BEGIN Records provided

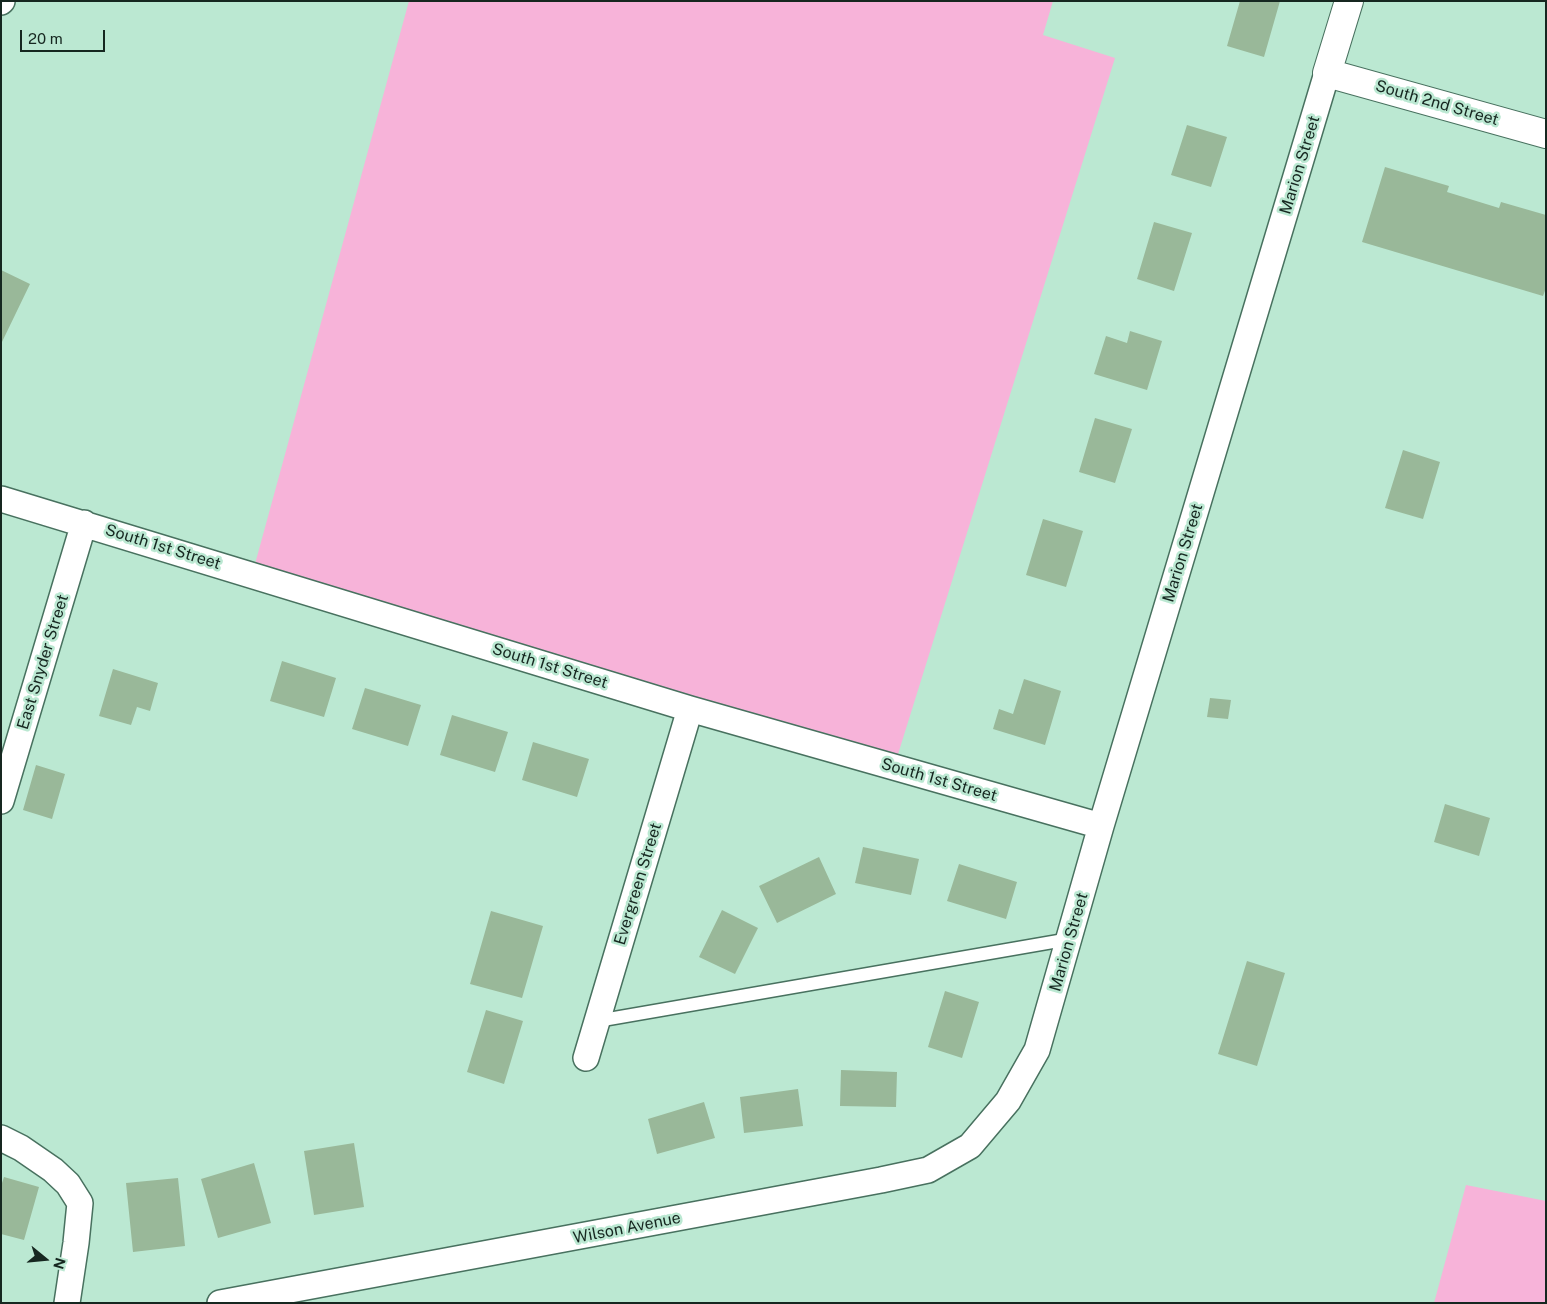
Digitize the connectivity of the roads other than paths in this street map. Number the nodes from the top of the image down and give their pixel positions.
1 (1349, 1) edge
2 (1327, 72) junction
3 (1546, 134) edge
4 (1, 499) edge
5 (84, 523) junction
6 (690, 709) junction
7 (1, 801) edge
8 (1101, 826) junction
9 (1070, 938) junction
10 (597, 1021) junction
11 (586, 1058) dead end
12 (1008, 1101) joint
13 (1, 1138) edge
14 (67, 1303) edge
15 (220, 1303) edge

1 - 2 street, Marion Street
2 - 3 street, South 2nd Street
2 - 8 street, Marion Street
4 - 5 street, South 1st Street
5 - 6 street, South 1st Street
5 - 7 street, East Snyder Street
6 - 8 street, South 1st Street
6 - 10 street, Evergreen Street
8 - 9 street, Marion Street
9 - 10 lane
9 - 12 street, Marion Street
10 - 11 street, Evergreen Street
12 - 15 street, Wilson Avenue
13 - 14 street

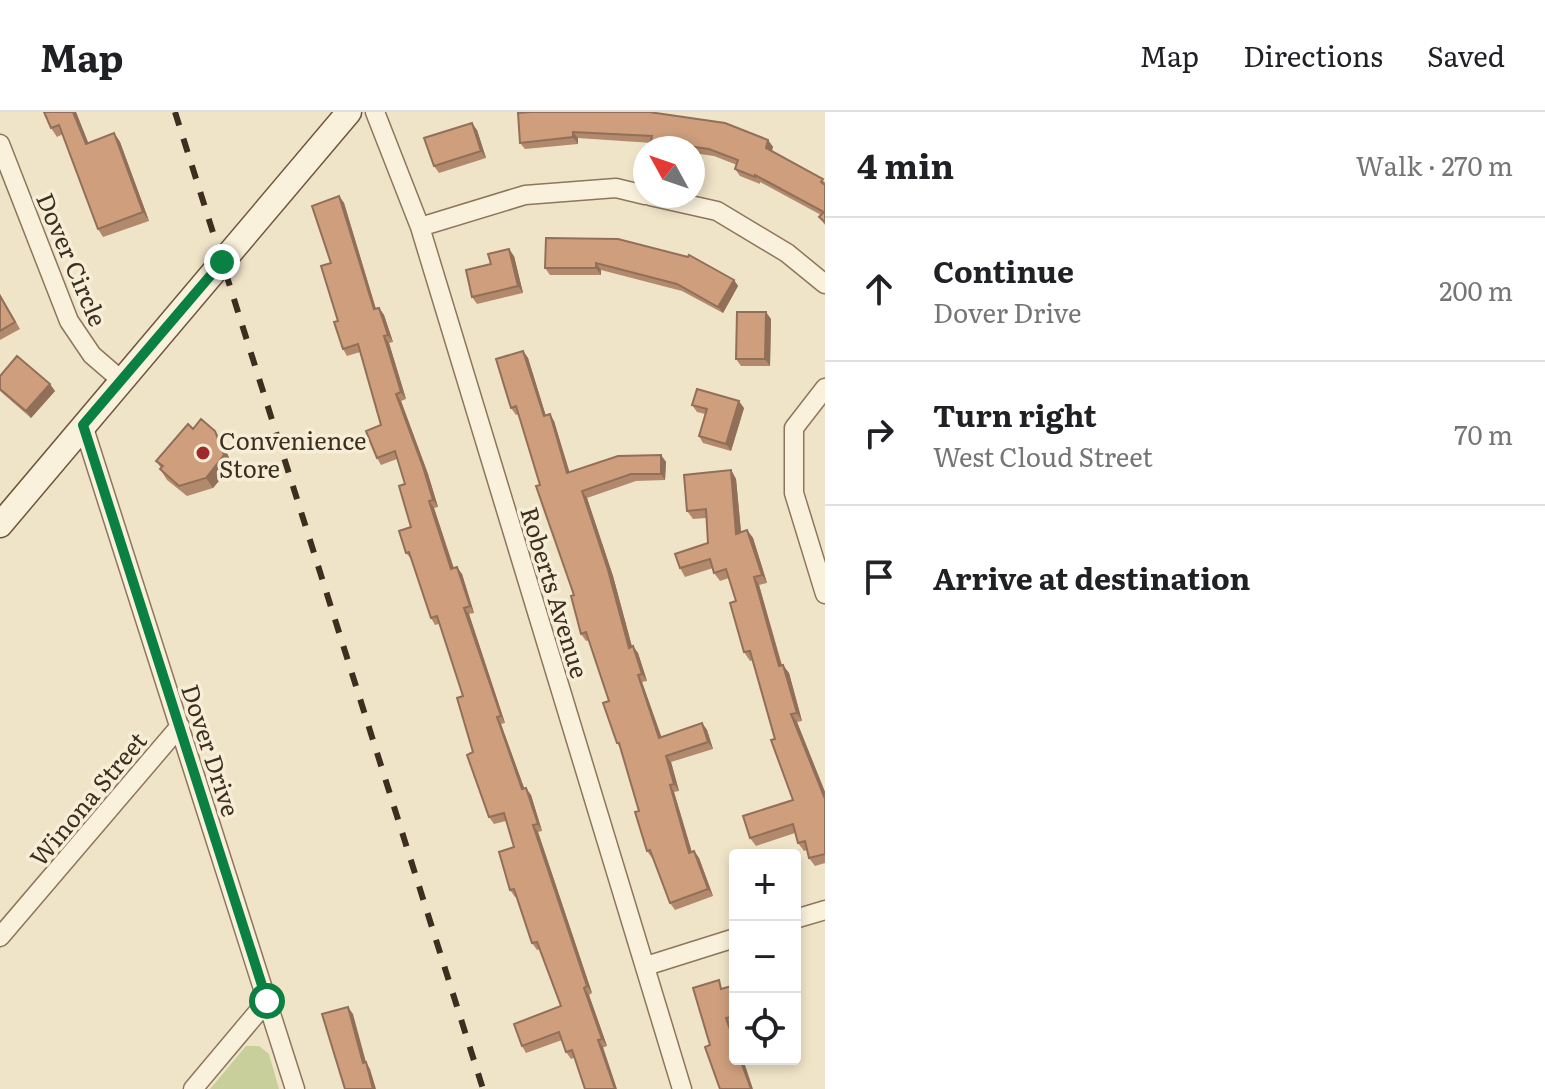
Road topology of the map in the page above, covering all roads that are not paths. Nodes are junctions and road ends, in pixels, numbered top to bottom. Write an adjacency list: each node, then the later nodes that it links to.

END Records provided

◆ **Directions**: Write out the material above exactly, and omit the pictures it holds.

◆ **Reply**:
Digitize the connectivity of the roads other than paths in this street map. Number the nodes from the top of the image down and give their pixel positions.
1 (1349, 1) edge
2 (1327, 72) junction
3 (1546, 134) edge
4 (1, 499) edge
5 (84, 523) junction
6 (690, 709) junction
7 (1, 801) edge
8 (1101, 826) junction
9 (1070, 938) junction
10 (597, 1021) junction
11 (586, 1058) dead end
12 (1008, 1101) joint
13 (1, 1138) edge
14 (67, 1303) edge
15 (220, 1303) edge

1 - 2 street, Marion Street
2 - 3 street, South 2nd Street
2 - 8 street, Marion Street
4 - 5 street, South 1st Street
5 - 6 street, South 1st Street
5 - 7 street, East Snyder Street
6 - 8 street, South 1st Street
6 - 10 street, Evergreen Street
8 - 9 street, Marion Street
9 - 10 lane
9 - 12 street, Marion Street
10 - 11 street, Evergreen Street
12 - 15 street, Wilson Avenue
13 - 14 street

Road topology of the map in the page above, covering all roads that are not paths. Nodes are junctions and road ends, in pixels, numbered top to bottom. Write an adjacency list: each node, then the later nodes that it links to.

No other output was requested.